PROBLEM: Write out only the opening lines of the entries, through the line with "Road topology of the map".
***** RECORDS SHOWN
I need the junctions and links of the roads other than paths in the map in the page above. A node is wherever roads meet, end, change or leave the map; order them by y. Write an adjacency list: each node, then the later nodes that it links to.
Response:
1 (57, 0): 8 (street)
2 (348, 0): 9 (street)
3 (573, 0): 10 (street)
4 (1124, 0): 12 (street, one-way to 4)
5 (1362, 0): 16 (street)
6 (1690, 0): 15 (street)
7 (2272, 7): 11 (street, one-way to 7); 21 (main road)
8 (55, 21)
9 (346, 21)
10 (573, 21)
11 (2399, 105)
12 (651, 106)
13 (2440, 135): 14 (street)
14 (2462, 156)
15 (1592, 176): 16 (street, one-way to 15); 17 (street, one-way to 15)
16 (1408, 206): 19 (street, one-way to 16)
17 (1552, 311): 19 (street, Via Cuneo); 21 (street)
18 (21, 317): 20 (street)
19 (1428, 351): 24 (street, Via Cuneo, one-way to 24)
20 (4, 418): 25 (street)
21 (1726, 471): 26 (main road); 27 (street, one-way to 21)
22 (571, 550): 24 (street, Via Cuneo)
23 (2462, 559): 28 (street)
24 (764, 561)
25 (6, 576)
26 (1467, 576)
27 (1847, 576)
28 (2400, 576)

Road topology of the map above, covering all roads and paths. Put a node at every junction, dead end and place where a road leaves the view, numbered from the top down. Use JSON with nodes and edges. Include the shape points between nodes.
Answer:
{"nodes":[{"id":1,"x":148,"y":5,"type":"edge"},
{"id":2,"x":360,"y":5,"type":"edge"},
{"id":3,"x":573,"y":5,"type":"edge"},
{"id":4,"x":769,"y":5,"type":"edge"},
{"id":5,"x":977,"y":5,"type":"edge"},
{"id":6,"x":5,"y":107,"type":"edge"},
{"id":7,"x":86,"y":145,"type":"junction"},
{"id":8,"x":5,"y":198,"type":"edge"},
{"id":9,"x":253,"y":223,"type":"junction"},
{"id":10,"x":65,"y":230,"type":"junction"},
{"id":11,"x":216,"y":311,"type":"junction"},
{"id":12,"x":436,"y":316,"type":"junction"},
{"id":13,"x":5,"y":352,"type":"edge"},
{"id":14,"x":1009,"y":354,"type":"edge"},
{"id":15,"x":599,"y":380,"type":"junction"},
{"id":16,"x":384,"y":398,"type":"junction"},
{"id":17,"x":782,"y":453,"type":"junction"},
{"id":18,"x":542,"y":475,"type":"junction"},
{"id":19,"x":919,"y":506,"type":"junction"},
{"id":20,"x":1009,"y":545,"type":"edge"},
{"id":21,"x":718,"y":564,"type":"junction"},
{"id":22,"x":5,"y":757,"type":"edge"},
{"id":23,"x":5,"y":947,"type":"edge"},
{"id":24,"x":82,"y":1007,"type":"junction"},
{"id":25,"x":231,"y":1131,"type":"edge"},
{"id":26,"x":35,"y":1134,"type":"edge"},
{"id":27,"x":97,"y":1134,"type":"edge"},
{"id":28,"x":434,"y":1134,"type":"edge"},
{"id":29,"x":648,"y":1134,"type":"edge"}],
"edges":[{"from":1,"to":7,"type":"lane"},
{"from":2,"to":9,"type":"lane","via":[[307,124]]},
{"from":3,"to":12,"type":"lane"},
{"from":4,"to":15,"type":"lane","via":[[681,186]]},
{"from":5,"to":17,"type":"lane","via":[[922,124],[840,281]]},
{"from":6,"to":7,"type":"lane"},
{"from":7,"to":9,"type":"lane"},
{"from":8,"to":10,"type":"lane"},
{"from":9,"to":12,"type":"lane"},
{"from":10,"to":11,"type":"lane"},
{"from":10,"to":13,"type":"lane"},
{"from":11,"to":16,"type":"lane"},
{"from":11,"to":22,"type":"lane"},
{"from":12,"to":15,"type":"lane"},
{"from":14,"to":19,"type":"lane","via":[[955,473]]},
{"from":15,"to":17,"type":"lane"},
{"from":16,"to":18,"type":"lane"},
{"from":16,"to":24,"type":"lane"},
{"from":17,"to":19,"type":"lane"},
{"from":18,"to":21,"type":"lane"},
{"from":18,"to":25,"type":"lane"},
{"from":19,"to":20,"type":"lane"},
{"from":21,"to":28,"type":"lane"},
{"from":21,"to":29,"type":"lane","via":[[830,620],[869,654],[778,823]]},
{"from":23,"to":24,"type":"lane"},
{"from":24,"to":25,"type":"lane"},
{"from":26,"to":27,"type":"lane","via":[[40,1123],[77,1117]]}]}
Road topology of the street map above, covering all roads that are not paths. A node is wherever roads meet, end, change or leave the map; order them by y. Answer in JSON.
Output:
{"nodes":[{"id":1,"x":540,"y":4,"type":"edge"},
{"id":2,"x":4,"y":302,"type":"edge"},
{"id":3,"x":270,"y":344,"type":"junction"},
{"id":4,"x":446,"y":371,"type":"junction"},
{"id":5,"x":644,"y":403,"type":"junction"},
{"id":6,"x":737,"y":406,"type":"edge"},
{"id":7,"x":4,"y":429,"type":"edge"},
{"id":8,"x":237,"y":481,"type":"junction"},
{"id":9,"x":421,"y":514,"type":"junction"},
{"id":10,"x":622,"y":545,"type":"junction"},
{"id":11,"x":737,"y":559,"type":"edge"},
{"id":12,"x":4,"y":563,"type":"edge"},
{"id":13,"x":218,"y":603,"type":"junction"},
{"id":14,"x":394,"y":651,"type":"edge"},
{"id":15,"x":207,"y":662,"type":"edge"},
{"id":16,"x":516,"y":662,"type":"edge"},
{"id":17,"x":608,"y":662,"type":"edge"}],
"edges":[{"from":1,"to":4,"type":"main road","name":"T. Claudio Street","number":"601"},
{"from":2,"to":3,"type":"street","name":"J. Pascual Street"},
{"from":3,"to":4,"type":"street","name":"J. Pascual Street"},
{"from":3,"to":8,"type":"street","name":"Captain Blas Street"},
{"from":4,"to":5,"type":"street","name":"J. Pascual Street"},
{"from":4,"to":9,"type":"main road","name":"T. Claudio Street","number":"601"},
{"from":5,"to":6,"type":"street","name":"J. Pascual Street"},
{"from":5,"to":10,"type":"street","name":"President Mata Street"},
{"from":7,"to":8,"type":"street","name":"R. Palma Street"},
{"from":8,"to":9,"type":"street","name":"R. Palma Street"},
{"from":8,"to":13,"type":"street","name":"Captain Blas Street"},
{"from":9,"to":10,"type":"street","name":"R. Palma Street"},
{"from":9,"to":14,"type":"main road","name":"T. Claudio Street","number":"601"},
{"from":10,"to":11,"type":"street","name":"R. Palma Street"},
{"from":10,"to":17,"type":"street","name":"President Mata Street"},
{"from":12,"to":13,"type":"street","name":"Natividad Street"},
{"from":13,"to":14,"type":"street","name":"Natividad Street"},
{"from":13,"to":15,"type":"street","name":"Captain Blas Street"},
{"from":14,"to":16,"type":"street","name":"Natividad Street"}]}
**********
RESULT OF THE TASK:
I need the junctions and links of the roads other than paths in the map in the page above. A node is wherever roads meet, end, change or leave the map; order them by y. Write an adjacency list: each node, then the later nodes that it links to.
Response:
1 (57, 0): 8 (street)
2 (348, 0): 9 (street)
3 (573, 0): 10 (street)
4 (1124, 0): 12 (street, one-way to 4)
5 (1362, 0): 16 (street)
6 (1690, 0): 15 (street)
7 (2272, 7): 11 (street, one-way to 7); 21 (main road)
8 (55, 21)
9 (346, 21)
10 (573, 21)
11 (2399, 105)
12 (651, 106)
13 (2440, 135): 14 (street)
14 (2462, 156)
15 (1592, 176): 16 (street, one-way to 15); 17 (street, one-way to 15)
16 (1408, 206): 19 (street, one-way to 16)
17 (1552, 311): 19 (street, Via Cuneo); 21 (street)
18 (21, 317): 20 (street)
19 (1428, 351): 24 (street, Via Cuneo, one-way to 24)
20 (4, 418): 25 (street)
21 (1726, 471): 26 (main road); 27 (street, one-way to 21)
22 (571, 550): 24 (street, Via Cuneo)
23 (2462, 559): 28 (street)
24 (764, 561)
25 (6, 576)
26 (1467, 576)
27 (1847, 576)
28 (2400, 576)

Road topology of the map above, covering all roads and paths. Put a node at every junction, dead end and place where a road leaves the view, numbered from the top down. Use JSON with nodes and edges. Include the shape points between nodes.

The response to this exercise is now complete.